_EXERCISE AIM_. From the records that follow, copy every line that contains the word "Dunant".

^^^^^^^^^^^^^^^^

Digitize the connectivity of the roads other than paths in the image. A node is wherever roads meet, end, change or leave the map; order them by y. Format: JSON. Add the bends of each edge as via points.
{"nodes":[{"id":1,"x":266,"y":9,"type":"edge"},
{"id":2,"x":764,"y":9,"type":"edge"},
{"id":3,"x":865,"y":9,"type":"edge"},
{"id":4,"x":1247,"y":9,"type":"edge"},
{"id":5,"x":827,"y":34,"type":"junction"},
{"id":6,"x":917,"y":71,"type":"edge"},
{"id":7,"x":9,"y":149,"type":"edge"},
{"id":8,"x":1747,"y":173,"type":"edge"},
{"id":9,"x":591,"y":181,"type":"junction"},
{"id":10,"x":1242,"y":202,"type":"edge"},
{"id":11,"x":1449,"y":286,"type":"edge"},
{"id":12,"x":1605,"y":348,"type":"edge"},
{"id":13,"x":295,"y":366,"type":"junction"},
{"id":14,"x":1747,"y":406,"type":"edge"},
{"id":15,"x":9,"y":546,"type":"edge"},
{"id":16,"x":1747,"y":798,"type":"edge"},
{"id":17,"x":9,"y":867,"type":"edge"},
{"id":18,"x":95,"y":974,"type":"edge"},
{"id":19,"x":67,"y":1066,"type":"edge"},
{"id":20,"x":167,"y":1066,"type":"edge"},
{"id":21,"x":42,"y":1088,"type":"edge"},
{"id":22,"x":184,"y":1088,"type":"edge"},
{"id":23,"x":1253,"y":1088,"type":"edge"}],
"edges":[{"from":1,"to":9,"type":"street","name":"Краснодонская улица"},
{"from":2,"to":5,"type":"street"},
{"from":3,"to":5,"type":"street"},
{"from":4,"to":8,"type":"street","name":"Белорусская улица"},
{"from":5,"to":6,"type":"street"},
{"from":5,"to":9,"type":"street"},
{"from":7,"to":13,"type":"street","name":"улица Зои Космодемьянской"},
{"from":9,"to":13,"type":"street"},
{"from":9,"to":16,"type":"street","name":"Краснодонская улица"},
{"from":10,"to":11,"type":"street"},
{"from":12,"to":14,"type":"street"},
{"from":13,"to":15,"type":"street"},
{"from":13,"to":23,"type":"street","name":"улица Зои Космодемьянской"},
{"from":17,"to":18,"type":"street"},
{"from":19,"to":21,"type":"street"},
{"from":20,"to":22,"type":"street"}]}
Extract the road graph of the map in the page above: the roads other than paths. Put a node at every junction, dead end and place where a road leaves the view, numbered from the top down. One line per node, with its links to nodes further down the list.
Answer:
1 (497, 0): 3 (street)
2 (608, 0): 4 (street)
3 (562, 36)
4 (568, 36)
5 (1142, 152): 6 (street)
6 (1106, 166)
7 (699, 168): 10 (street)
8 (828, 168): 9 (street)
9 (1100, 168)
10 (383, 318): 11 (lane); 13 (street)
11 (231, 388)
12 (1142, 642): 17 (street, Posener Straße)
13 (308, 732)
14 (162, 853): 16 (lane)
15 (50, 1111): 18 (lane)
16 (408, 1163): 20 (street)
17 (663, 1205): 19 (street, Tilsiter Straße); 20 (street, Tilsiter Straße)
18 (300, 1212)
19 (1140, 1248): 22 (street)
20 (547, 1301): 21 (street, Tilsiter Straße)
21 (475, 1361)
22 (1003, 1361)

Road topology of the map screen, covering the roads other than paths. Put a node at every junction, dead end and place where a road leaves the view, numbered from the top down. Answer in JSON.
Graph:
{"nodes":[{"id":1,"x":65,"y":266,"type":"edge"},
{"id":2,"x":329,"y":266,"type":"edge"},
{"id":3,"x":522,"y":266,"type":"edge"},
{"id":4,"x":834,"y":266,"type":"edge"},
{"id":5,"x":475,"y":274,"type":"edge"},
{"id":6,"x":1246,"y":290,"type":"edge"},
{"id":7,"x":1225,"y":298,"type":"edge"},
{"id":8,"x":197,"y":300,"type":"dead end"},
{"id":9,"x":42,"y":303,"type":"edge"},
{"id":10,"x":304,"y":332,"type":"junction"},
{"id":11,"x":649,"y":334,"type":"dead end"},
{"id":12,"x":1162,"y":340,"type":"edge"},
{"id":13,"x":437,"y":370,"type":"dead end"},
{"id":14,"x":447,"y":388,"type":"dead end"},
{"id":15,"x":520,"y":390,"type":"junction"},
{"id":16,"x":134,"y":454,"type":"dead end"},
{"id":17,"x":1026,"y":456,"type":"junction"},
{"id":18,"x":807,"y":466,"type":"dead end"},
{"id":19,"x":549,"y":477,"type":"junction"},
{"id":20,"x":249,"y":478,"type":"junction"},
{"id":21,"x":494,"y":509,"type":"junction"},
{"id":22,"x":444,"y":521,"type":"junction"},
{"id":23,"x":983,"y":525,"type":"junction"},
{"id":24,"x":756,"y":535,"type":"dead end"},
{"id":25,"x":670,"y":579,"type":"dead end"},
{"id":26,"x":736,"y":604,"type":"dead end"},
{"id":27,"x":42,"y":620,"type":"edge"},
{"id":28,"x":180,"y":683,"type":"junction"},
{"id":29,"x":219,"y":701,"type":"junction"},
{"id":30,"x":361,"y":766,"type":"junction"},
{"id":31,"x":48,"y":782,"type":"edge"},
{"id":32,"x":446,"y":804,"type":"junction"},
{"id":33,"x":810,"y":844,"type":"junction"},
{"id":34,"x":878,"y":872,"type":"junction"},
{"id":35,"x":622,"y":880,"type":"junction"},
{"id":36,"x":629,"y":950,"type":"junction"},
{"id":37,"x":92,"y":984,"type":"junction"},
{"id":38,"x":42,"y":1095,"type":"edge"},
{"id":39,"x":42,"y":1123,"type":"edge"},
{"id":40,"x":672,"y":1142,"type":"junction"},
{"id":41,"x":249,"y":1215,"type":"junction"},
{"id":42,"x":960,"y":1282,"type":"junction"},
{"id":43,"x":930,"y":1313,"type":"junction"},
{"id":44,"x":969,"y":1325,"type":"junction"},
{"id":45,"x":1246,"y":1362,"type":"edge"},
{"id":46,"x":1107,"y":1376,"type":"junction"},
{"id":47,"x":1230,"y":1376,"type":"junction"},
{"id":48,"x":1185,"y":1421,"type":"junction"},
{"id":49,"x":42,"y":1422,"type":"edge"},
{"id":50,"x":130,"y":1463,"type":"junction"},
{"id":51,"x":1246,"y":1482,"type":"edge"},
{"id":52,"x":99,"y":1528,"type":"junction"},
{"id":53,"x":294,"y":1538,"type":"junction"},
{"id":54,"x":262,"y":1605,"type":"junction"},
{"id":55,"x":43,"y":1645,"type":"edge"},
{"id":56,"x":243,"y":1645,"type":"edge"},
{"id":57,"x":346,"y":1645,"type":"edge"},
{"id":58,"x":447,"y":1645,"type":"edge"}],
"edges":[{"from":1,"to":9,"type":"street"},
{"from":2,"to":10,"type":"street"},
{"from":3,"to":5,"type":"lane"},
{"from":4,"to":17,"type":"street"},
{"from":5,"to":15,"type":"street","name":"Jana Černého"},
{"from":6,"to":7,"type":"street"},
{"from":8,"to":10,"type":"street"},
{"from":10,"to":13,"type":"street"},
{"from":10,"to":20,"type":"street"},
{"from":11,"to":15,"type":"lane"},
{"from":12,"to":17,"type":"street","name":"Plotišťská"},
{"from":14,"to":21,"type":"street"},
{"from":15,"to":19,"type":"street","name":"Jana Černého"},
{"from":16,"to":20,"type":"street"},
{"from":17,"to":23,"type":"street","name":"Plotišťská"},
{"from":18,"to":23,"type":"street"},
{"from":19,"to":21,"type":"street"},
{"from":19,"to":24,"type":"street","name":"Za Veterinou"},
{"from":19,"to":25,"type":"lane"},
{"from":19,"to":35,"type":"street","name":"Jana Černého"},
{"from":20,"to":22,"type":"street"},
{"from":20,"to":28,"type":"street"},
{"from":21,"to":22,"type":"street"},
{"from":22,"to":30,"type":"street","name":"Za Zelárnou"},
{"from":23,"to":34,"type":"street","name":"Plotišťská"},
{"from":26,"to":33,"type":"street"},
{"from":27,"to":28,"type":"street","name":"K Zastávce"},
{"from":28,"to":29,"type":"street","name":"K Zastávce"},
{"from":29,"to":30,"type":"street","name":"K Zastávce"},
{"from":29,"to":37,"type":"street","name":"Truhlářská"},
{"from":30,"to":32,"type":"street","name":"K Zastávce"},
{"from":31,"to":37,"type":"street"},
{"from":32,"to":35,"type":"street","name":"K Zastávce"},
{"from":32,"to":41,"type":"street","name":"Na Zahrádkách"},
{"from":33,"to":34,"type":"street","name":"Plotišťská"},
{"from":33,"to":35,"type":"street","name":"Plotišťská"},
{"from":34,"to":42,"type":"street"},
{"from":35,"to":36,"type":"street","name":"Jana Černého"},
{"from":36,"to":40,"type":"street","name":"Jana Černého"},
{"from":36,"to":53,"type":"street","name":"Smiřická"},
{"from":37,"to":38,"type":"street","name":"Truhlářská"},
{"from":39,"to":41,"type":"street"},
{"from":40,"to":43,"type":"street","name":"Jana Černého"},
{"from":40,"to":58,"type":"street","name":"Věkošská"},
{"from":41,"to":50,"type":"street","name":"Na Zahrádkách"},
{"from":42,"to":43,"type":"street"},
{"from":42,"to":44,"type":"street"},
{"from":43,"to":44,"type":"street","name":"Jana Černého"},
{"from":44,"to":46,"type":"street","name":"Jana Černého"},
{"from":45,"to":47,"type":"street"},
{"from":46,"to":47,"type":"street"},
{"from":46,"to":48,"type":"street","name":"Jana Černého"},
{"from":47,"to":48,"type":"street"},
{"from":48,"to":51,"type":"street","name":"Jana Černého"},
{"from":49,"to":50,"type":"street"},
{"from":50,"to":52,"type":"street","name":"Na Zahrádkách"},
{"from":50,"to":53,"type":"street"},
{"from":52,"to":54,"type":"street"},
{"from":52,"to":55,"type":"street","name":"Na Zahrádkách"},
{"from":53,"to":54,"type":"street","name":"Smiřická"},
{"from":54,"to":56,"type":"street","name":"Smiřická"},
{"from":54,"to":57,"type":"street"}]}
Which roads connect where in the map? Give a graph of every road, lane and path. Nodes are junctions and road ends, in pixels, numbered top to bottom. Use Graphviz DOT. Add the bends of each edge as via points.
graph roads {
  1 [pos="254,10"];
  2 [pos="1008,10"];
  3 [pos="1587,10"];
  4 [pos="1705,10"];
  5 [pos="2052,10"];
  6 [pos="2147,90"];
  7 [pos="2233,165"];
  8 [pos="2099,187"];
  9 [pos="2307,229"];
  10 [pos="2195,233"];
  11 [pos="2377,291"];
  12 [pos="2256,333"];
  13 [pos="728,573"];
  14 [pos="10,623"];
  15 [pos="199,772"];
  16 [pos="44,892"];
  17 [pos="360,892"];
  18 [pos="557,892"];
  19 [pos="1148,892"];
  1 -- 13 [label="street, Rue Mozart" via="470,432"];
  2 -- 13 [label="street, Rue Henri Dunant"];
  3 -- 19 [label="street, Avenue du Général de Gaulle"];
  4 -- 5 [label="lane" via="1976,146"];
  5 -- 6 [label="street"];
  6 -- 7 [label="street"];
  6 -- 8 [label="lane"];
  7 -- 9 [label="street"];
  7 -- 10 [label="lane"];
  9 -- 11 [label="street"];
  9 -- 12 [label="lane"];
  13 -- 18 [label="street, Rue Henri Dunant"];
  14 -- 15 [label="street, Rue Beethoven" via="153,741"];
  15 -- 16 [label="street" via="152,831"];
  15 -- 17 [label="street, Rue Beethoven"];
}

^^^^^^^^^^^^^^^^

_RESULT FOR THIS EXERCISE_.
  2 -- 13 [label="street, Rue Henri Dunant"];
  13 -- 18 [label="street, Rue Henri Dunant"];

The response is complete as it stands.